Copyright law, the companies said, requires only a ''spark
of creativity'' for compilations -- ''not a towering inferno.''

Reed Elsevier, Thomson and other companies said copyright
protection for information products is particularly important
because of the growth of the Internet, where data can almost
instantly be copied and distributed worldwide
''Current technology permits the illegal copying, and
consequent destruction, of a work's market value with literally
just a few keystrokes,'' they said.

The case involved conflicting interpretations of a 1991
Supreme Court ruling that denied a copyright to a white-pages
telephone directory. The high court said an alphabetical listing
of everybody who has a telephone didn't require any real creative
effort.

To get a copyright on compilations of factual information,
the court said, a publisher must show some original thought about
how to select or arrange the information. The high court,
however, said the ''requisite level of creativity is extremely
low'' and that most works ''make the grade quite easily.''

While the Supreme Court ruled that only a ''modicum of
creativity'' is required in choosing among various possible ways
to present information, Warren Publishing said, the Atlanta-based
11th Circuit ruled that its cable television directory didn't
pass the test because listing cable systems by community is a
logical and commercially useful way to proceed.
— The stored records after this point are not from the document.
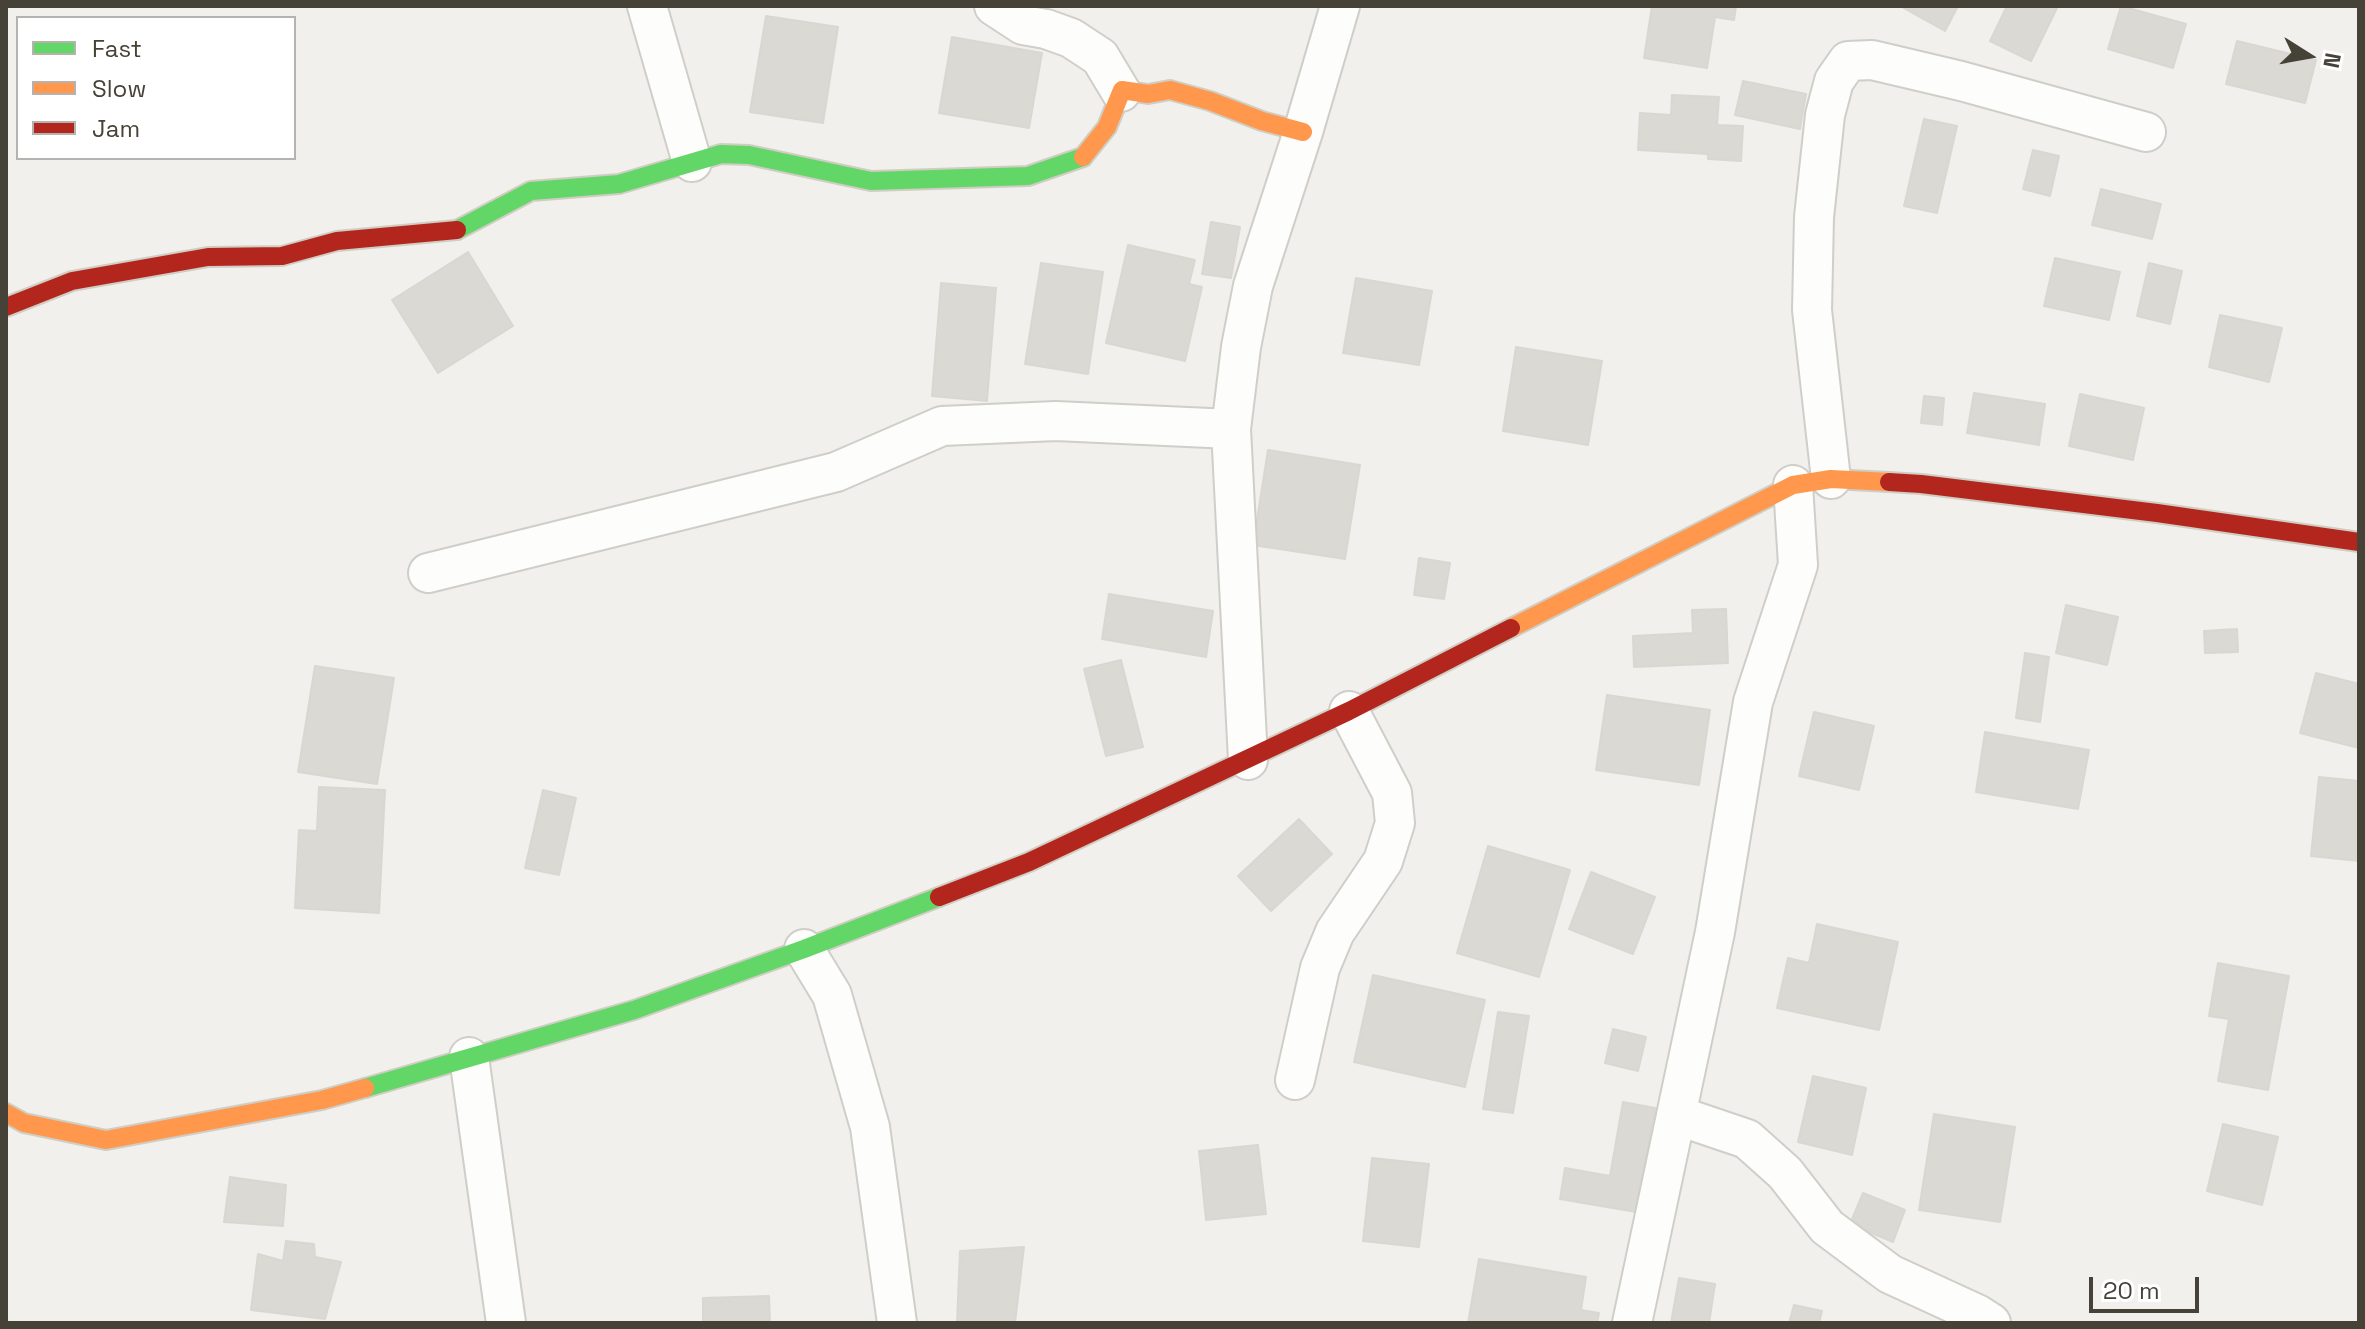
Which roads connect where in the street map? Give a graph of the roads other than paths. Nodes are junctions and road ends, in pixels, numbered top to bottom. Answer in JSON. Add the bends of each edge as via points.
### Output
{"nodes":[{"id":1,"x":647,"y":6,"type":"edge"},
{"id":2,"x":994,"y":6,"type":"edge"},
{"id":3,"x":1340,"y":6,"type":"edge"},
{"id":4,"x":1121,"y":92,"type":"junction"},
{"id":5,"x":1303,"y":132,"type":"junction"},
{"id":6,"x":2146,"y":132,"type":"dead end"},
{"id":7,"x":692,"y":162,"type":"junction"},
{"id":8,"x":6,"y":307,"type":"edge"},
{"id":9,"x":1231,"y":429,"type":"junction"},
{"id":10,"x":1831,"y":479,"type":"junction"},
{"id":11,"x":1793,"y":485,"type":"junction"},
{"id":12,"x":2359,"y":542,"type":"edge"},
{"id":13,"x":428,"y":573,"type":"dead end"},
{"id":14,"x":1349,"y":711,"type":"junction"},
{"id":15,"x":1248,"y":760,"type":"junction"},
{"id":16,"x":804,"y":949,"type":"junction"},
{"id":17,"x":469,"y":1057,"type":"junction"},
{"id":18,"x":1295,"y":1080,"type":"dead end"},
{"id":19,"x":6,"y":1113,"type":"edge"},
{"id":20,"x":1676,"y":1115,"type":"junction"},
{"id":21,"x":506,"y":1323,"type":"edge"},
{"id":22,"x":897,"y":1323,"type":"edge"},
{"id":23,"x":1632,"y":1323,"type":"edge"},
{"id":24,"x":1991,"y":1323,"type":"edge"}],
"edges":[{"from":1,"to":7,"type":"street"},
{"from":2,"to":4,"type":"street","via":[[1023,25],[1071,38],[1100,57]]},
{"from":3,"to":5,"type":"street"},
{"from":4,"to":5,"type":"street","via":[[1170,90]]},
{"from":4,"to":7,"type":"street","via":[[1107,127],[1084,157],[1028,176],[871,181],[749,155],[721,154]]},
{"from":5,"to":9,"type":"street","via":[[1253,286]]},
{"from":6,"to":10,"type":"street","via":[[1946,77],[1872,60],[1848,61],[1834,81],[1825,115],[1814,217],[1812,310]]},
{"from":7,"to":8,"type":"street","via":[[619,184],[531,191],[454,231],[337,241],[282,256],[208,257],[72,281]]},
{"from":9,"to":13,"type":"street","via":[[1056,421],[942,426],[836,472]]},
{"from":9,"to":15,"type":"street"},
{"from":10,"to":11,"type":"street"},
{"from":10,"to":12,"type":"street","via":[[1921,484]]},
{"from":11,"to":14,"type":"street"},
{"from":11,"to":20,"type":"street","via":[[1798,565],[1753,702],[1715,932]]},
{"from":14,"to":15,"type":"street"},
{"from":14,"to":18,"type":"street","via":[[1392,793],[1395,823],[1383,861],[1335,932],[1320,968]]},
{"from":15,"to":16,"type":"street","via":[[1029,862]]},
{"from":16,"to":17,"type":"street","via":[[634,1010]]},
{"from":16,"to":22,"type":"street","via":[[832,995],[870,1127]]},
{"from":17,"to":19,"type":"street","via":[[322,1100],[106,1140],[24,1123]]},
{"from":17,"to":21,"type":"street"},
{"from":20,"to":23,"type":"street"},
{"from":20,"to":24,"type":"street","via":[[1747,1139],[1785,1173],[1827,1227],[1890,1274]]}]}
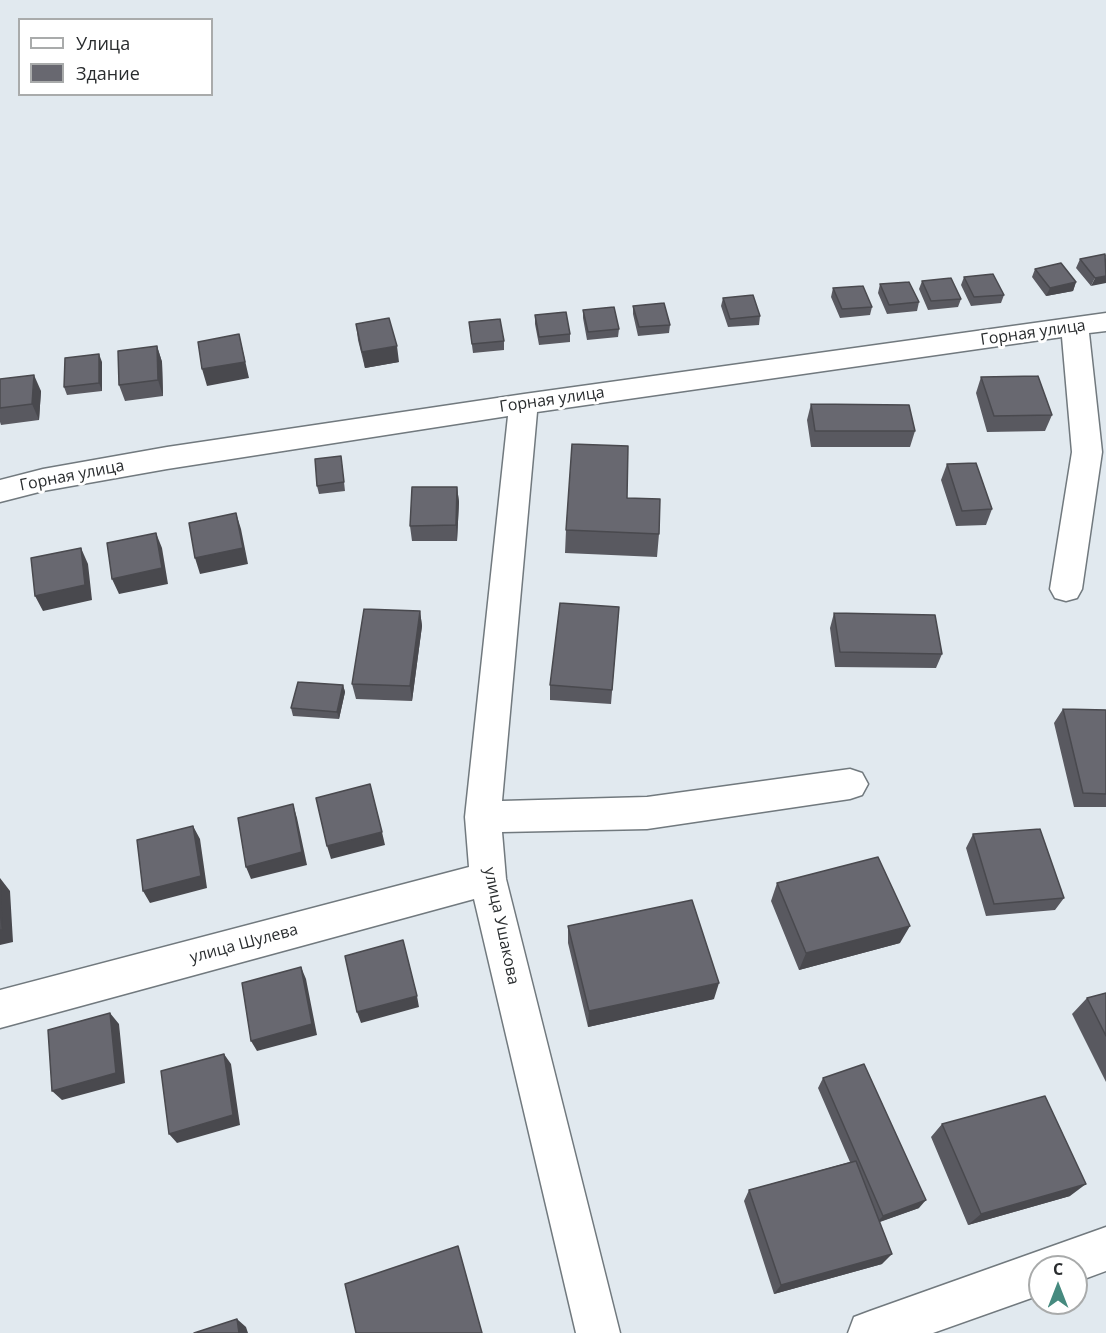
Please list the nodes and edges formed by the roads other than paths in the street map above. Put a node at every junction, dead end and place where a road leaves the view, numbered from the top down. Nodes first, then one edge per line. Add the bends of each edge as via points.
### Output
1 (1106, 322) edge
2 (1075, 327) junction
3 (524, 404) junction
4 (0, 491) edge
5 (1066, 589) dead end
6 (850, 784) dead end
7 (483, 817) junction
8 (488, 879) junction
9 (0, 1009) edge
10 (1106, 1249) edge
11 (1088, 1255) edge
12 (1028, 1277) edge
13 (598, 1333) edge
14 (870, 1333) edge

1 - 2 street, Горная улица
2 - 3 street, Горная улица
2 - 5 street via 1087,452
3 - 4 street, Горная улица via 167,458
3 - 7 street, улица Ушакова
6 - 7 street via 647,813
7 - 8 street, улица Ушакова
8 - 9 street, улица Шулева
8 - 13 street, улица Ушакова
10 - 11 street
12 - 14 street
Logic and commercial value, Warren Publishing said, don't
disqualify a list from copyright protection. The company said it
had its own method for selecting and classifying cable systems.
For example, it said, many local cable systems operate
in more than one community, and editors must choose under which
community a particular system will be listed.

Software Database

The case began when Warren sued a company called Microdos
Data Corp., which in 1989, began marketing a computer software
database called ''Cable Access,'' with information on individual
cable systems. Warren Publishing charged that Microdos violated
its copyright by using a list that was almost identical to its
1988 Factbook.

A Georgia federal trial judge agreed with Warren, and a
three-judge appeals court panel initially upheld that ruling. The
full complement of judges on the Atlanta-based 11th Circuit
decided to review the case, however, and said Warren's book
couldn't qualify for a copyright.

Microdos said the appeals court was right, because Warren's
decision to include all cable systems, organized alphabetically
by state and community, simply didn't require any real creative
thought.
''Originality by a copyright author . . . requires
subjective judgment, thought, or constructive imagination,''
Microdos said.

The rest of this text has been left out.